WHAT THE EXERCISE ASKS>
Determine how many lines in the material below contain the word "East", and give that number without comment.

**********

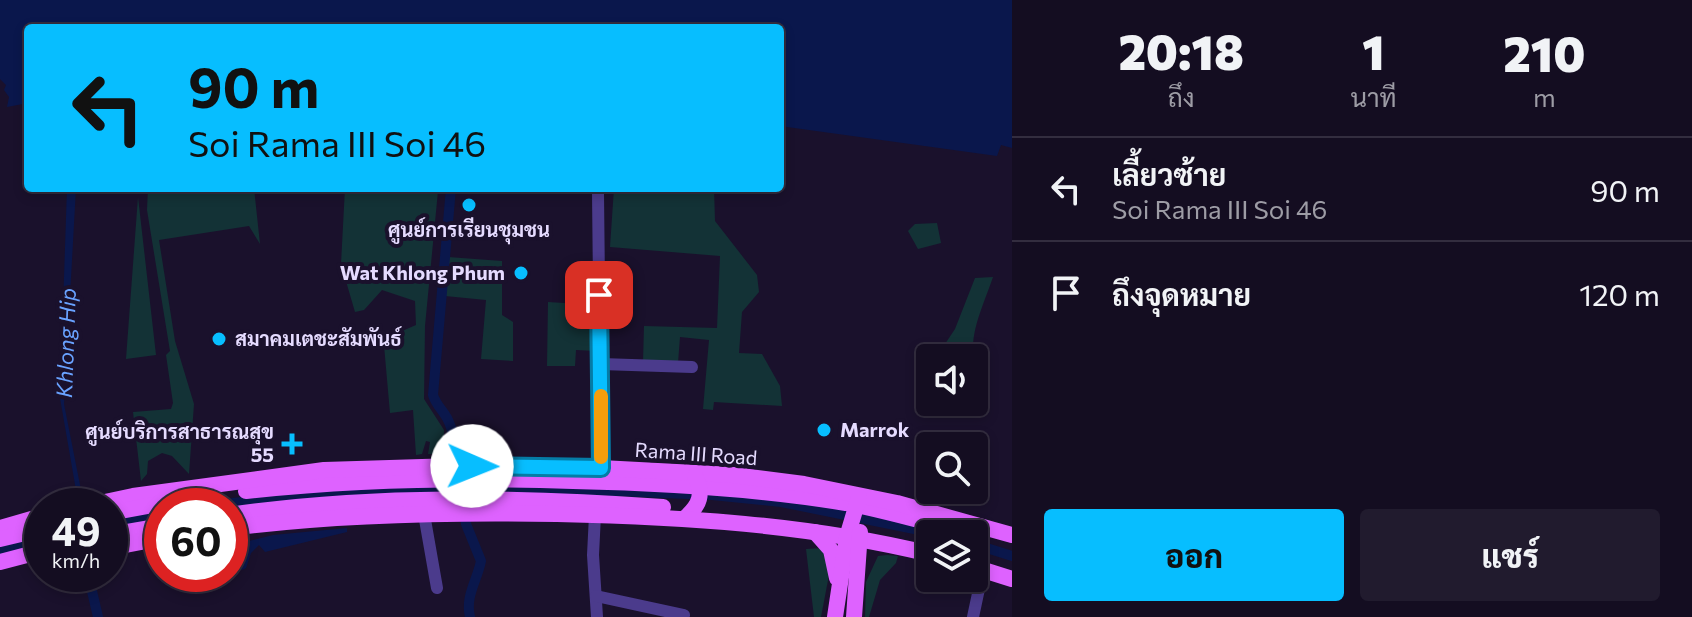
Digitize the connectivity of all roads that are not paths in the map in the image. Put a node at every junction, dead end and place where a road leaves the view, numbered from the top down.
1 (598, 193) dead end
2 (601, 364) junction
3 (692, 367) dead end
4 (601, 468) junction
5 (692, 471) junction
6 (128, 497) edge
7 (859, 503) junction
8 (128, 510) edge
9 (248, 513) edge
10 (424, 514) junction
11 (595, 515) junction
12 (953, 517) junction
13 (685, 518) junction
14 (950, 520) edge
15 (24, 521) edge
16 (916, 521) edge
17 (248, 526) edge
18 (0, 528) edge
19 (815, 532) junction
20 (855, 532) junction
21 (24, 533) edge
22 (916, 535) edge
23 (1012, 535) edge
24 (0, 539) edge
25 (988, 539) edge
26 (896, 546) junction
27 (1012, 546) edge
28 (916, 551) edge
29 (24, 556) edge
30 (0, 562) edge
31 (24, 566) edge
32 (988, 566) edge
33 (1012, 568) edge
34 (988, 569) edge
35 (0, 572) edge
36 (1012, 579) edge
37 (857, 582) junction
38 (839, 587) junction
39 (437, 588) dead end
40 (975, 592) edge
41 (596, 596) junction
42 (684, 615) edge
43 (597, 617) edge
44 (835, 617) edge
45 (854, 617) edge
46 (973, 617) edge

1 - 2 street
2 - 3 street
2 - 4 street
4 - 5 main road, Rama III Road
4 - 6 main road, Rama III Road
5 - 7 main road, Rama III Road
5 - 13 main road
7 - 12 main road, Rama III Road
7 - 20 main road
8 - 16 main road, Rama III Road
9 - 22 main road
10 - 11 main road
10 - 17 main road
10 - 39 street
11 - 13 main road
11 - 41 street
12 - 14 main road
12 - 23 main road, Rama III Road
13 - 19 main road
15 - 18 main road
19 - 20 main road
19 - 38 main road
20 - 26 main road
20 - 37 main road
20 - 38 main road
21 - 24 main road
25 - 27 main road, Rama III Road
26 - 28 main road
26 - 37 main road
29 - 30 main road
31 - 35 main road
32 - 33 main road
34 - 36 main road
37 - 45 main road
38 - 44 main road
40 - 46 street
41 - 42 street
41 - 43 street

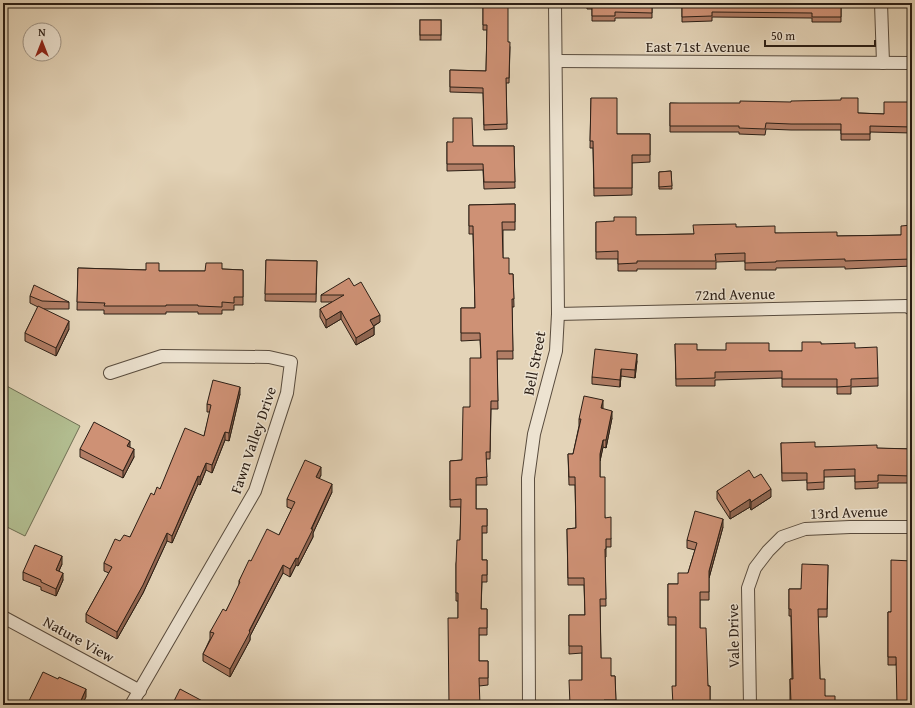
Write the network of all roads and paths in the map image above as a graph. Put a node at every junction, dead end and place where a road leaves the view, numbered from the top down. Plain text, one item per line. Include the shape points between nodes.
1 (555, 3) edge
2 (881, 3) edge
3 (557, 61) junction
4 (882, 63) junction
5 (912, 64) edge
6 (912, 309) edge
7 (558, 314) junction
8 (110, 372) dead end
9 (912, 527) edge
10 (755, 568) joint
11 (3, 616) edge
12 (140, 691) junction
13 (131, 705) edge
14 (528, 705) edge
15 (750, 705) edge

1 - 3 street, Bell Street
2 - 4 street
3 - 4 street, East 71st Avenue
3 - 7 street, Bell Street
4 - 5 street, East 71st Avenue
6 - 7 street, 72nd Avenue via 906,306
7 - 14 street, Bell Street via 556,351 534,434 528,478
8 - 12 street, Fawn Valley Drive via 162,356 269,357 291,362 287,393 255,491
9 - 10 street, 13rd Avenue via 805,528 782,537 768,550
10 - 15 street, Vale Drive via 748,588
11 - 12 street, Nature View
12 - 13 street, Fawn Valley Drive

**********

SOLVED PROBLEM>
2